What's in a Name: Defending 'Big' in the Modern Age

Last summer the family relocated to some cliffs in Baja for a few weeks. One absolutely windless evening, as the sun began to whisper sweet nothings to the the horizon, my wife handed me the baby, shotgunned a Tecate, and paddled out. I was smitten.
So were the rest of the surfers, dug into their camps and well into their post-surf rituals. Their hoots echoed off the cliff walls as she paddled toward the empty peak in the silvery light, spun, and glided into the first wave that presented itself. She found a high trim line and stuck to it, swooping and gliding all the way to the channel. Hooting ensued. A fellow camper came over to chat.
"Your wife rips."
"Thanks."
"What's she riding?"
"Big Fish*."
"How big?"
"6'9"
My new friend scratched at his twelve-day beard. "That's not a fish," he said, squinting into the setting sun.
I could have sworn it was. I shaped it for her, and the order card read, "Big Fish."
"That's a twin-keel funboard," he said. I had never heard of anything so horrifying, and certainly didn't want to claim it when he asked who the shaper was, so I told him it was a Rusty.
He nodded and lit a cigarette. "Typical," he said, then walked back to his camp site.

*The above board is the 'fish' in question.
As teachers on spring break burned out on paper-grading and poorly-formed sandbars, my wife and I have the spent last four days sampling some of Northern California's excellent pointbreaks.
Waves have been scored.
The other day, while watching locals dismantle their gorgeous wave from a safe distance, my wife pointed out that they were all on big boards.
Not guns, mind you, but big boards. Longboards. And this spot is nothing to trifle with, even on an 'average' day. I had trifled with it earlier that day on a 5'11" disc, and I had become intimate with the reef in a way that could have gotten me investigated had the reef been an page and me a member of congress.
The next day we returned, but this time I was equipped with this big-ass 7 foot egg in all of her thick, low-rockered, wide-nosed-and-tailed, flexie-finned wonder:
I've blogged about this board before here. I know it's weird looking.
Long story short, I was enthused. Score another point for big boards.
And score again for das Frankenfish, the 7'9 mutant conceived by Brent, Lagunitas IPA, and standard case of DS squared (Daddy Sleep Deprivation Syndrome).
As per tradition, said surfer waived the glasser-suggested 'curing time' and got to work putting this big quad fish through its paces. But first he put his kid to work polishing her up. Them's resin pinlines, son!

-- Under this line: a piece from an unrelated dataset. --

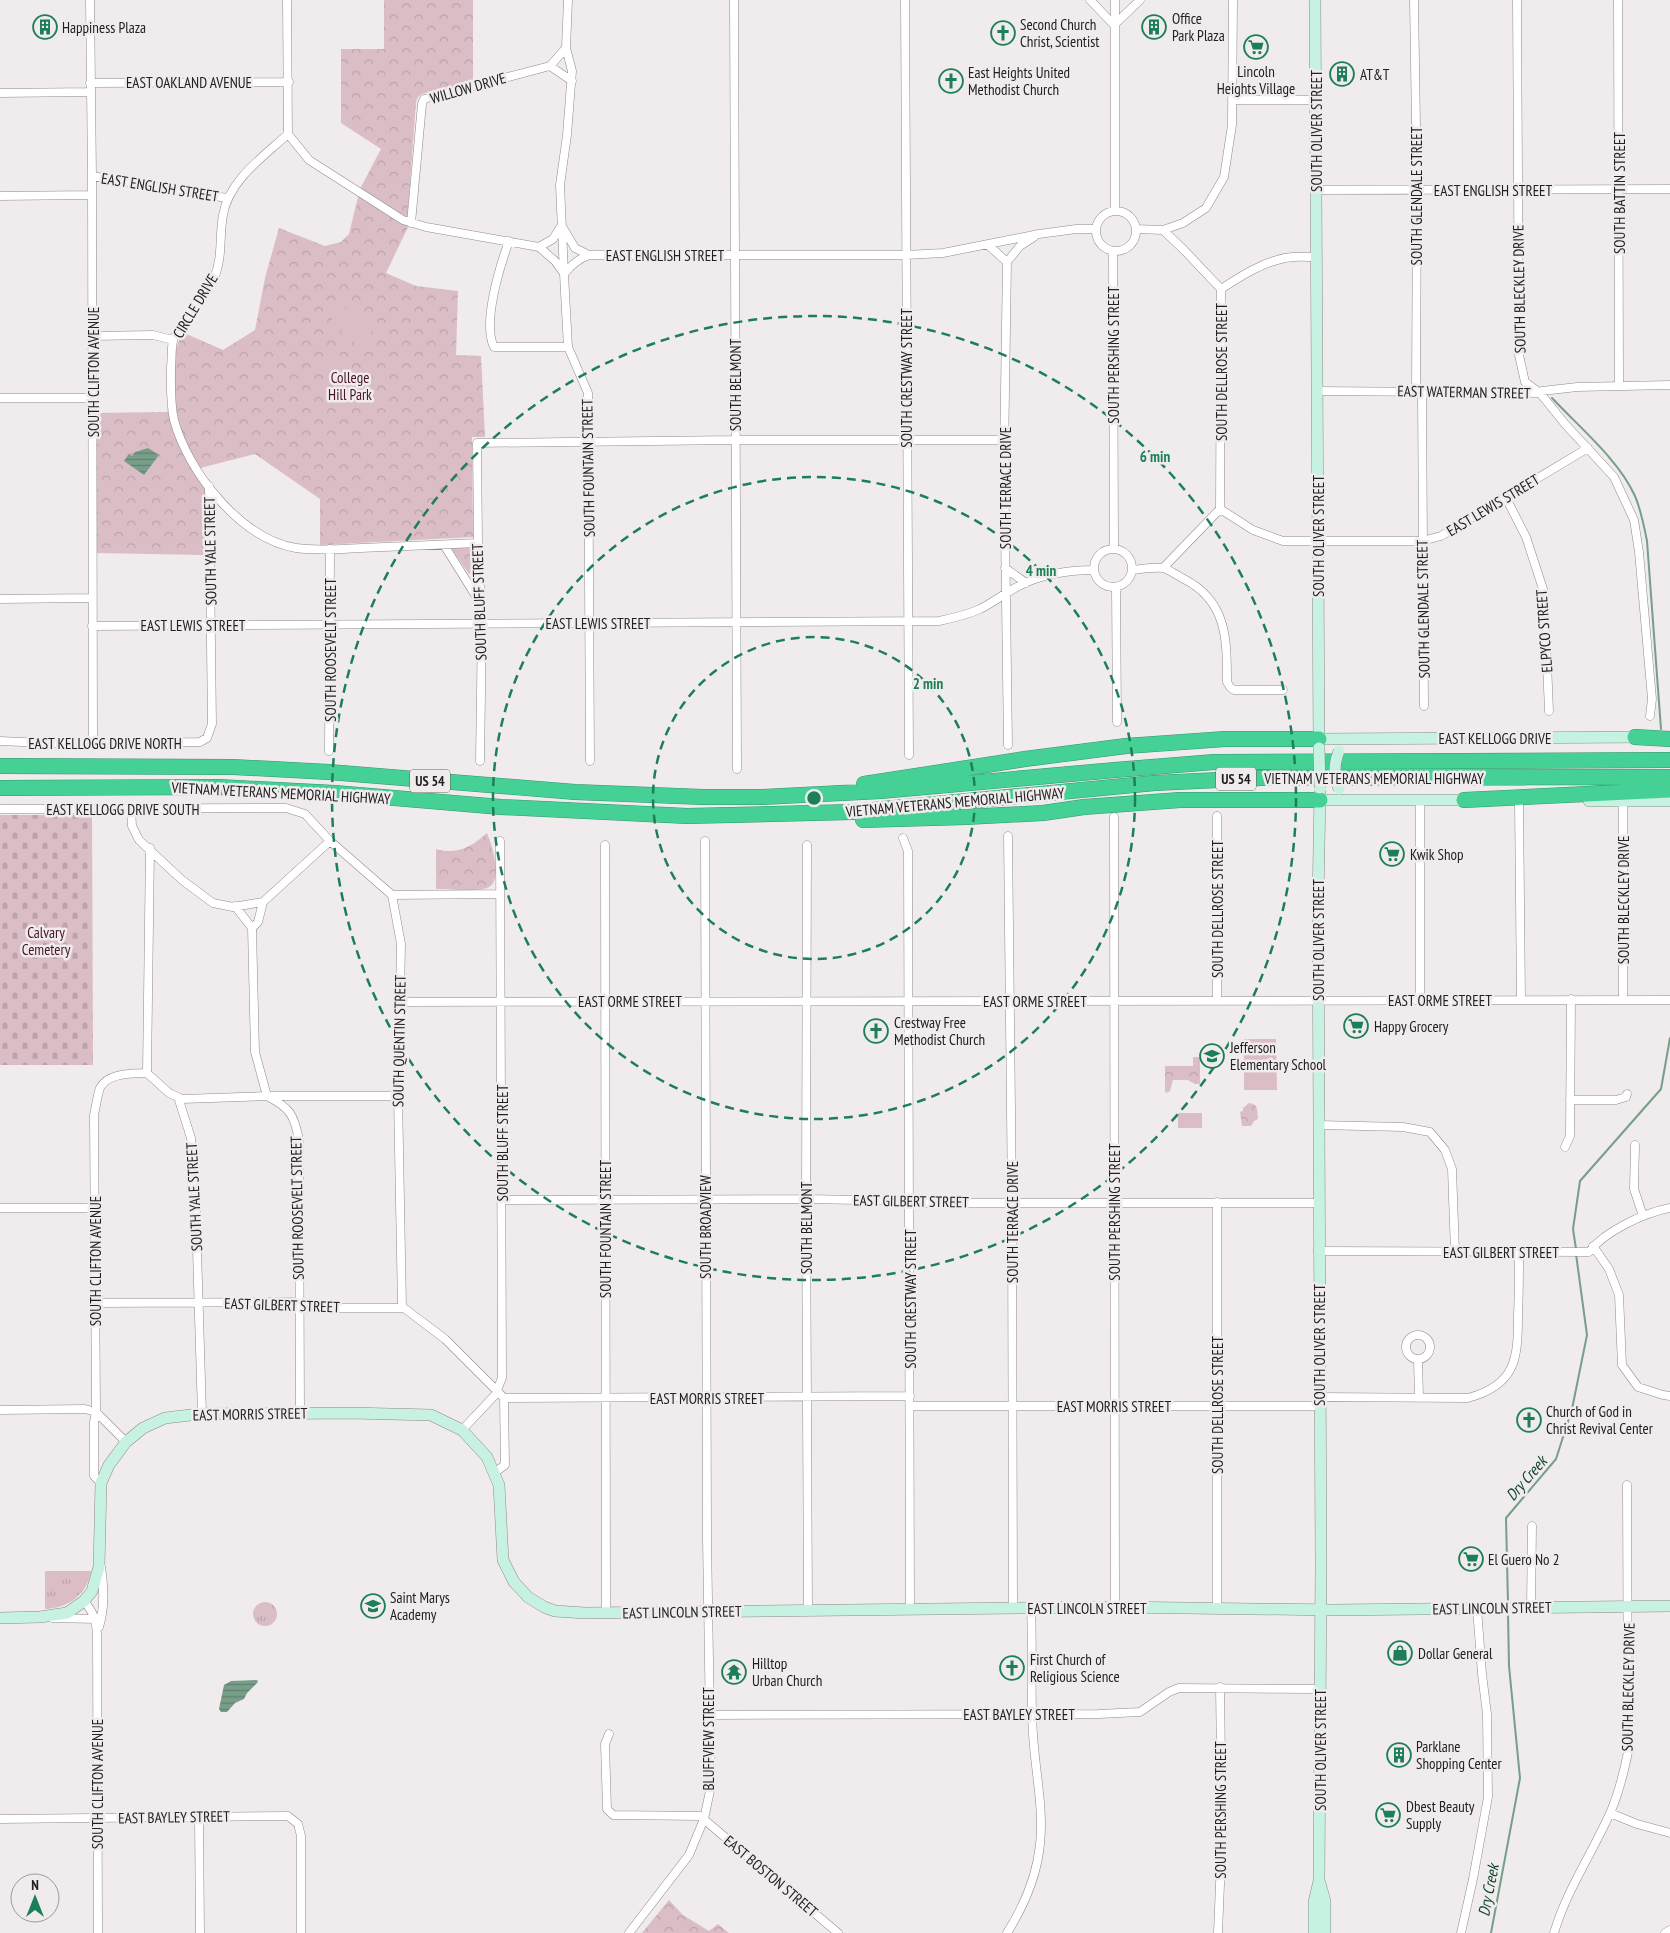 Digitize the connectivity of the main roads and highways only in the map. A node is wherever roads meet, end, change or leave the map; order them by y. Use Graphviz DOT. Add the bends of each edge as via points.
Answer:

Is it a fish? Who cares? What's in a name? Tell my wife, or passengers on the Frankenfish, or the locals we saw yesterday what defines them or their board, and they could tell you it's not important. They could tell you what is important is the swoop and the glide. The high trim line, the rail-burying bottom turn, the fall down the face, legs burning, heart flying.
But they probably wouldn't. They would most likely just paddle quietly back to the peak and grab another.
Or, if you were my wife, you might pause for a Tecate first.